I would like to combine several lists, each lists should be preserved up to a permutation.
Here is an example:
I would like to combine these lists
[[0, 7], [2, 4], [0, 1, 7], [0, 1, 4, 7]]
The output I would like to obtain is e.g. this list
[2, 4, 0, 7, 1]
Or as Sembei Norimaki phrased the task:
the result must be a list of unique elements formed by concatenating permutations of the initial lists.

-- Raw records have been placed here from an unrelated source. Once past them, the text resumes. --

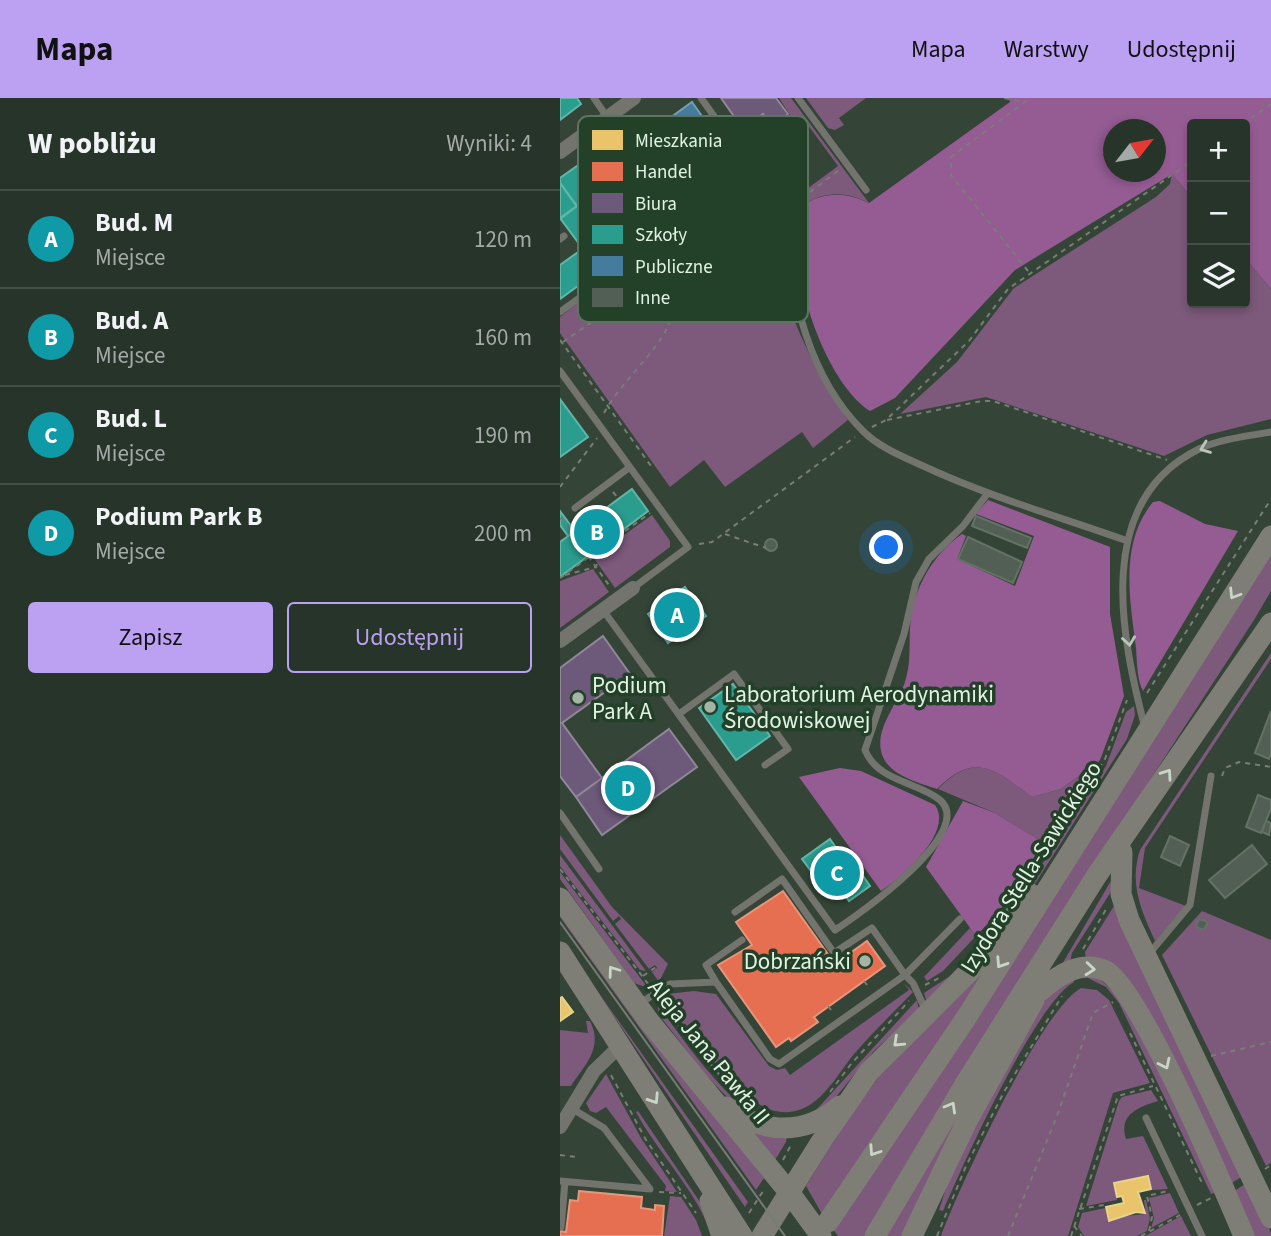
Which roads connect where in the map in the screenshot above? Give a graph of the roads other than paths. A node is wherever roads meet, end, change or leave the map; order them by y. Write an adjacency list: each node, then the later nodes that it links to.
1 (594, 98): 5 (lane)
2 (634, 98): 5 (street)
3 (701, 98): 6 (lane)
4 (798, 98): 9 (lane)
5 (609, 116)
6 (714, 116)
7 (578, 136): 8 (street)
8 (561, 147)
9 (866, 190)
10 (578, 299): 11 (lane)
11 (560, 312)
12 (805, 322): 16 (lane)
13 (560, 371): 15 (lane)
14 (1271, 432): 19 (lane, one-way to 19)
15 (630, 467): 17 (lane); 20 (lane)
16 (988, 493): 19 (lane); 37 (lane)
17 (575, 508)
18 (1271, 536): 25 (main road, Izydora Stella-Sawickiego, one-way to 25)
19 (1125, 540): 25 (lane, one-way to 25)
20 (632, 588): 21 (street)
21 (603, 610): 23 (street); 24 (lane)
22 (1271, 623): 29 (main road, one-way to 22)
23 (560, 641)
24 (679, 714): 26 (lane); 33 (lane)
25 (1146, 733): 30 (main road, Izydora Stella-Sawickiego)
26 (765, 765)
27 (1212, 776): 42 (lane)
28 (560, 813): 32 (lane)
29 (1128, 831): 31 (main road); 63 (main road, one-way to 29)
30 (1076, 842): 47 (main road); 60 (main road, Izydora Stella-Sawickiego, one-way to 60)
31 (1122, 852): 42 (main road); 45 (main road)
32 (599, 869)
33 (793, 870): 34 (lane); 37 (lane)
34 (782, 879): 36 (lane); 39 (lane)
35 (560, 898): 46 (main road, Aleja Jana Pawła II, one-way to 35)
36 (734, 912)
37 (861, 912): 39 (lane)
38 (960, 919): 43 (lane)
39 (872, 928): 43 (lane)
40 (741, 940): 44 (lane)
41 (560, 953): 48 (main road)
42 (1147, 956): 57 (main road)
43 (905, 975): 44 (lane); 47 (lane)
44 (716, 982): 46 (lane)
45 (1039, 992): 64 (main road); 66 (main road, one-way to 66)
46 (638, 1005): 49 (main road, Aleja Jana Pawła II)
47 (928, 1015): 50 (main road, one-way to 50)
48 (620, 1046): 51 (street); 54 (main road, one-way to 54)
49 (711, 1094): 50 (main road); 56 (main road, Aleja Jana Pawła II)
50 (852, 1094): 56 (main road)
51 (566, 1106): 53 (street); 55 (lane)
52 (1146, 1118): 65 (lane)
53 (560, 1127)
54 (688, 1151): 61 (main road); 62 (main road)
55 (563, 1181): 58 (lane)
56 (789, 1192): 59 (main road); 60 (main road, Aleja Jana Pawła II)
57 (1271, 1218)
58 (561, 1227)
59 (768, 1228): 60 (main road)
60 (821, 1231)
61 (722, 1236)
62 (742, 1236)
63 (875, 1236)
64 (912, 1236)
65 (1202, 1236)
66 (1244, 1236)

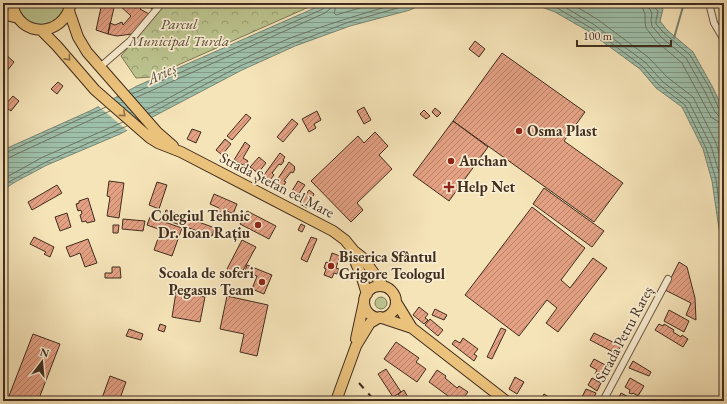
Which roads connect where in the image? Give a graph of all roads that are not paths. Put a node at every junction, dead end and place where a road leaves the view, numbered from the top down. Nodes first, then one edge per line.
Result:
1 (12, 3) edge
2 (162, 3) edge
3 (709, 3) edge
4 (70, 7) edge
5 (3, 14) edge
6 (18, 18) junction
7 (41, 30) junction
8 (724, 40) edge
9 (100, 67) junction
10 (153, 135) junction
11 (354, 251) junction
12 (668, 279) dead end
13 (383, 286) junction
14 (366, 296) junction
15 (396, 302) junction
16 (381, 317) junction
17 (412, 328) junction
18 (356, 346) junction
19 (336, 401) edge
20 (506, 401) edge
21 (604, 401) edge

1 - 6 main road
2 - 9 street
3 - 8 street
4 - 7 main road
4 - 9 main road, Strada Ștefan cel Mare
5 - 6 main road
6 - 7 main road
7 -> 10 main road, Strada Ștefan cel Mare
9 - 10 main road, Strada Ștefan cel Mare
10 - 11 main road, Strada Ștefan cel Mare
11 - 13 main road, Strada Ștefan cel Mare
11 - 14 main road, Strada Ștefan cel Mare
12 - 21 street, Strada Petru Rareș
13 - 14 main road
13 - 15 main road, Strada Ștefan cel Mare
14 - 16 main road, Strada Ștefan cel Mare
14 - 18 main road
15 - 16 main road
15 - 17 main road, Strada Ștefan cel Mare
16 - 17 main road, Strada Ștefan cel Mare
16 - 18 main road
17 - 20 main road, Strada Ștefan cel Mare
18 - 19 main road

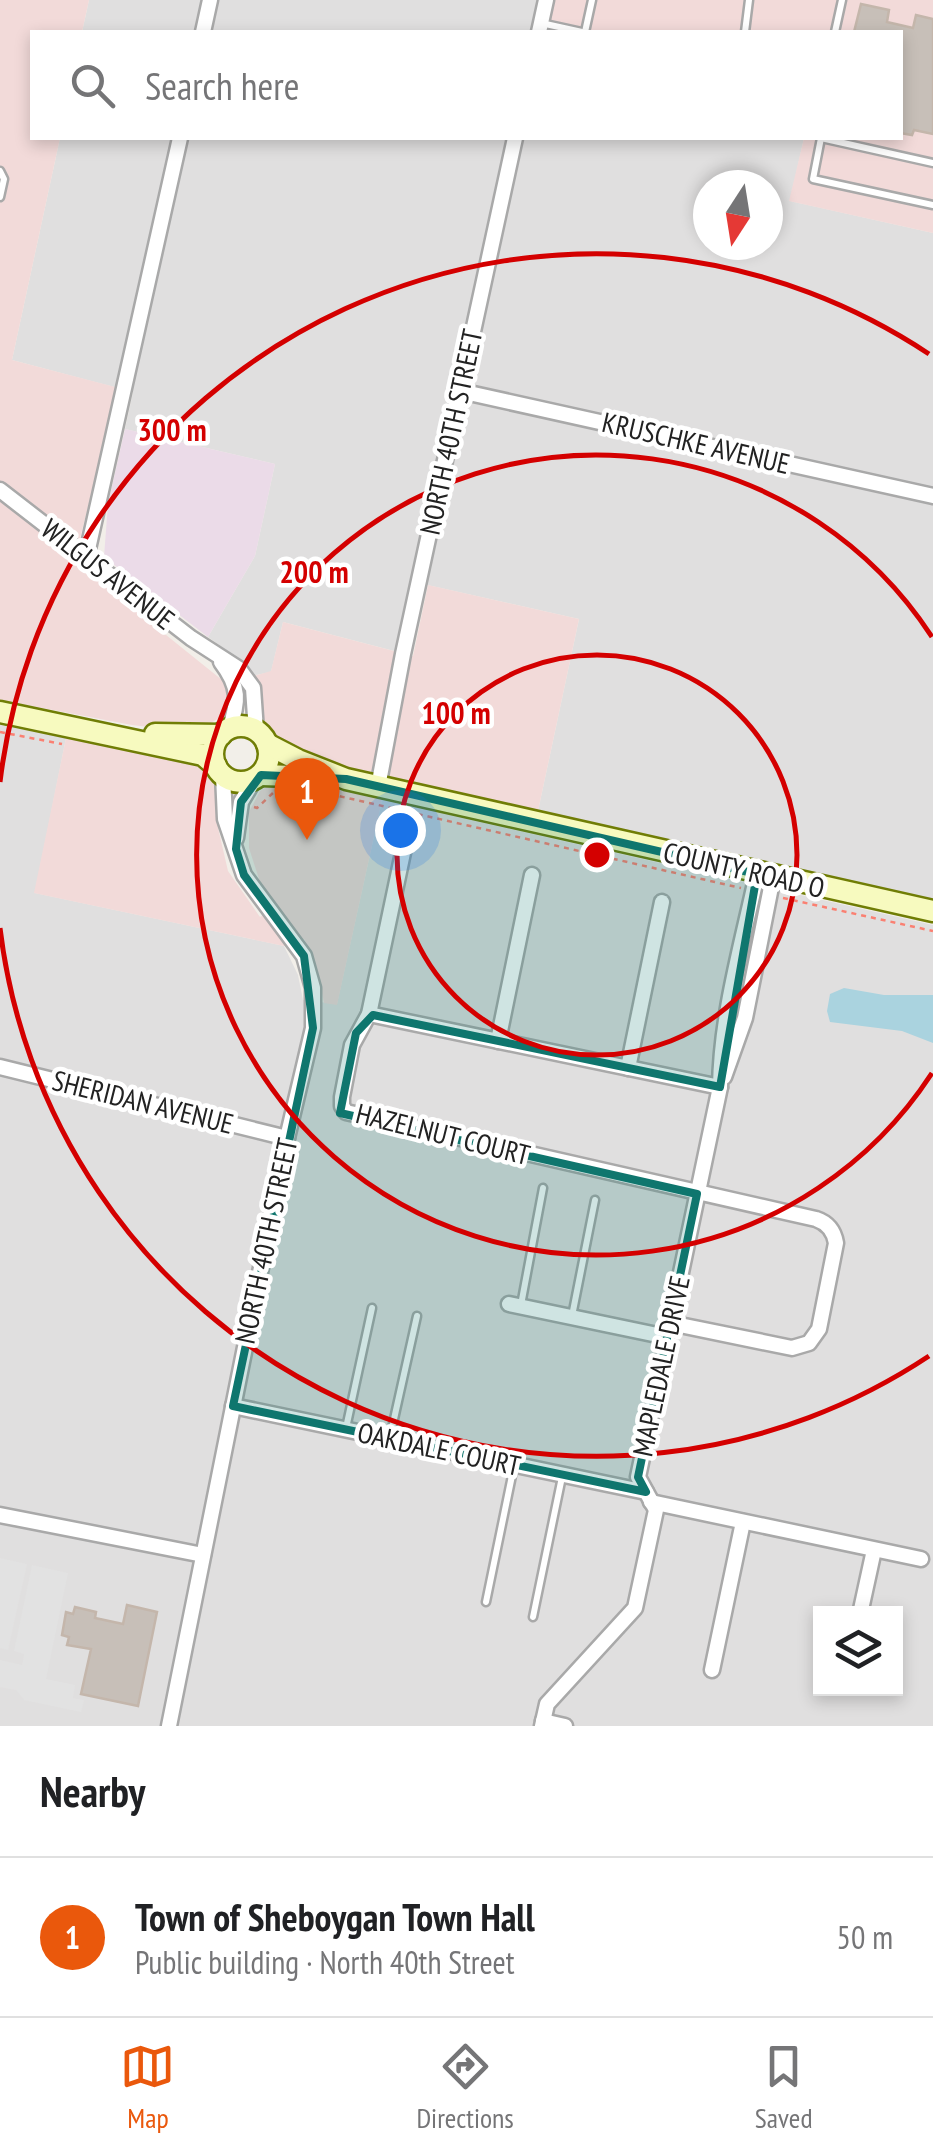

The solution is not unique, and it could be that there is not always a solution possible
Third time lucky. This is a bit cheesy - it checks every permutation of the source list elements to see which ones are valid:
from itertools import permutations
def check_sublist(sublist, candidate):
# a permutation of sublist must exist within the candidate list
sublist = set(sublist)
# check each len(sublist) portion of candidate
for i in range(1 + len(candidate) - len(sublist)):
if sublist == set(candidate[i : i + len(sublist)]):
return True
return False
def check_list(input_list, candidate):
for sublist in input_list:
if not check_sublist(sublist, candidate):
return False
return True
def find_candidate(input_list):
# flatten input_list and make set of unique values
values = {x for sublist in input_list for x in sublist}
for per in permutations(values):
if check_list(input_list, per):
print(per)
find_candidate([[0, 7], [2, 4], [0, 1, 7], [0, 1, 4, 7]])
# (0, 7, 1, 4, 2)
# (1, 0, 7, 4, 2)
# (1, 7, 0, 4, 2)
# (2, 4, 0, 7, 1)
# (2, 4, 1, 0, 7)
# (2, 4, 1, 7, 0)
# (2, 4, 7, 0, 1)
# (7, 0, 1, 4, 2)
You'd definitely do better applying a knowledge of graph theory and using a graphing library, but that's beyond my wheelhouse at present!